Wherever "Hardcastle" shows up in the records below, copy the whole line.

START Records for the exercise

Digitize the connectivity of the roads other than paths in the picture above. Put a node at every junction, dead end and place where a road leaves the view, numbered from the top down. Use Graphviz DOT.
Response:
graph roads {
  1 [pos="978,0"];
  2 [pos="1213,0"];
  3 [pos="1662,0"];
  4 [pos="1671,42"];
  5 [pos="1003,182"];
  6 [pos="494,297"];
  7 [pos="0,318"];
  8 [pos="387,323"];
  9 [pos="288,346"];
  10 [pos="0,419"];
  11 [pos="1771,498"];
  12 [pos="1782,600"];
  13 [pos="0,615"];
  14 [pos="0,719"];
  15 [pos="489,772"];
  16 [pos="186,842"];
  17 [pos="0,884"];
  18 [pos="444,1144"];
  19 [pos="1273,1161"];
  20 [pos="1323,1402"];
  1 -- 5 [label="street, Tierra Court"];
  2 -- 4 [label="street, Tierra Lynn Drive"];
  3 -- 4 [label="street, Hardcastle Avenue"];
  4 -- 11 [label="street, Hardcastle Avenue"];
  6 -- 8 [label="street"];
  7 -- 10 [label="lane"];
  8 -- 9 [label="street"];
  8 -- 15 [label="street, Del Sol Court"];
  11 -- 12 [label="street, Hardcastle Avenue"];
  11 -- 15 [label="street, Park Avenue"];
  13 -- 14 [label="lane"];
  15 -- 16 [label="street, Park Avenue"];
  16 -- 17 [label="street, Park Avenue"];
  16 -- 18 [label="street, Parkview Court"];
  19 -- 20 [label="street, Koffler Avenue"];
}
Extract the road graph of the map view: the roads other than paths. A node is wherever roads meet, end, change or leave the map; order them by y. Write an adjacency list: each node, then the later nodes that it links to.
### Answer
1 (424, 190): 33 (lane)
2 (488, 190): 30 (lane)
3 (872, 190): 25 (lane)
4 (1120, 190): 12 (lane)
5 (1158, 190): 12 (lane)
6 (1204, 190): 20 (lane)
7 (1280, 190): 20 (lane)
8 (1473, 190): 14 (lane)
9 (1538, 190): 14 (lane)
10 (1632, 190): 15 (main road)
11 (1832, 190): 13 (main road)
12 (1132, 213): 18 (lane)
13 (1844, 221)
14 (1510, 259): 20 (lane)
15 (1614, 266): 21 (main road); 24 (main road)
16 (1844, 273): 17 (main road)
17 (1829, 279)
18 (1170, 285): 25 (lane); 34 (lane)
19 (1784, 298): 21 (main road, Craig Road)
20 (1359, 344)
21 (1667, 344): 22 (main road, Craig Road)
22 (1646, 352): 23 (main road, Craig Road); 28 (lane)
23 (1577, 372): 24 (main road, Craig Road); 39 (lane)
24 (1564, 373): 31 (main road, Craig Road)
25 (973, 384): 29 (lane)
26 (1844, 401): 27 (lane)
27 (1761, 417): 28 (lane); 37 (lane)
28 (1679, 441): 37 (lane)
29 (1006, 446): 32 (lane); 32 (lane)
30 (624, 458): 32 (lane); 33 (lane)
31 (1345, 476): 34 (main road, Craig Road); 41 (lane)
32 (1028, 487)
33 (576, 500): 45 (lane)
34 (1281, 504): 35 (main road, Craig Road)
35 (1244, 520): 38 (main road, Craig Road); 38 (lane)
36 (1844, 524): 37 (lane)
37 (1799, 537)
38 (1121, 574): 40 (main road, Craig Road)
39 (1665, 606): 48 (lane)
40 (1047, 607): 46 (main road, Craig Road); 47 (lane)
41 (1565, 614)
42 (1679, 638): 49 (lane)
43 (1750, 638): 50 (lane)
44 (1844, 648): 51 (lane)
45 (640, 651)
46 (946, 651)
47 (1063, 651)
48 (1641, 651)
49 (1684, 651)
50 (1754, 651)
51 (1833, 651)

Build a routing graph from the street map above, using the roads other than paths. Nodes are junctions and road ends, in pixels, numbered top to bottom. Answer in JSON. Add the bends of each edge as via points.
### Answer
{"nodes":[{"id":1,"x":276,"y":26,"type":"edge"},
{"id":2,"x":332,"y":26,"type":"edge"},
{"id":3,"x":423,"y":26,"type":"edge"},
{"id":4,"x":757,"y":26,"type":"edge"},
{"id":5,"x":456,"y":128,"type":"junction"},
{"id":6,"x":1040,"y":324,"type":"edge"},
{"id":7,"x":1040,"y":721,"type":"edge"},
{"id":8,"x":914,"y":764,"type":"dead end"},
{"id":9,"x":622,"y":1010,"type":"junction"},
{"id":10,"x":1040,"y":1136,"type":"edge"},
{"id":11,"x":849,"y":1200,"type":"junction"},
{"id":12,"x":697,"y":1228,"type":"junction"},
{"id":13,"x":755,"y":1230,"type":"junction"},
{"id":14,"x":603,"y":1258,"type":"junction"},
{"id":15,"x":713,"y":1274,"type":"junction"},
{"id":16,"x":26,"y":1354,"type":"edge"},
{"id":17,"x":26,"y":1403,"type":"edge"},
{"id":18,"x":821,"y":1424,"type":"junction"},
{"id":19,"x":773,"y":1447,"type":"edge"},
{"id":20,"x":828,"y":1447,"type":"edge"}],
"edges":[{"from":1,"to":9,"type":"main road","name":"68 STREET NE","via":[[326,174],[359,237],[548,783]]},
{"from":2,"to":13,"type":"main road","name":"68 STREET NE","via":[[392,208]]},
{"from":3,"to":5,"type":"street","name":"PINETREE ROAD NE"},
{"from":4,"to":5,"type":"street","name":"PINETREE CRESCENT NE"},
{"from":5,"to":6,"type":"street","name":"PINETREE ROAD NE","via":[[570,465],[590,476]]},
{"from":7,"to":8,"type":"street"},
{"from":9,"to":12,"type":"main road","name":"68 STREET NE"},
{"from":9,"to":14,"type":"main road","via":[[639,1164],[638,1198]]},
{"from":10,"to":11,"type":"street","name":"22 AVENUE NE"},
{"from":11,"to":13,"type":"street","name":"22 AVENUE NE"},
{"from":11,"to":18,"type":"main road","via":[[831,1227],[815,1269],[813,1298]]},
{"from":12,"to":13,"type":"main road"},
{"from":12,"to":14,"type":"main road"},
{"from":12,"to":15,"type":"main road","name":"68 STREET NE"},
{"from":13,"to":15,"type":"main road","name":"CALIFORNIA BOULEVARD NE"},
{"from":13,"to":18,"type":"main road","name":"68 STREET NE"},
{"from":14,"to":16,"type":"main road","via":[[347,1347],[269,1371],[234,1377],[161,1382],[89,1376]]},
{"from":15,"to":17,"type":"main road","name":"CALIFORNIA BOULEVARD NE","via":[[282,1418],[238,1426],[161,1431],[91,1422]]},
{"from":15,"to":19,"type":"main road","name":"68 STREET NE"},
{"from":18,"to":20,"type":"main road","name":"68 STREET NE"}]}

END Records for the exercise

■ Task response:
  3 -- 4 [label="street, Hardcastle Avenue"];
  4 -- 11 [label="street, Hardcastle Avenue"];
  11 -- 12 [label="street, Hardcastle Avenue"];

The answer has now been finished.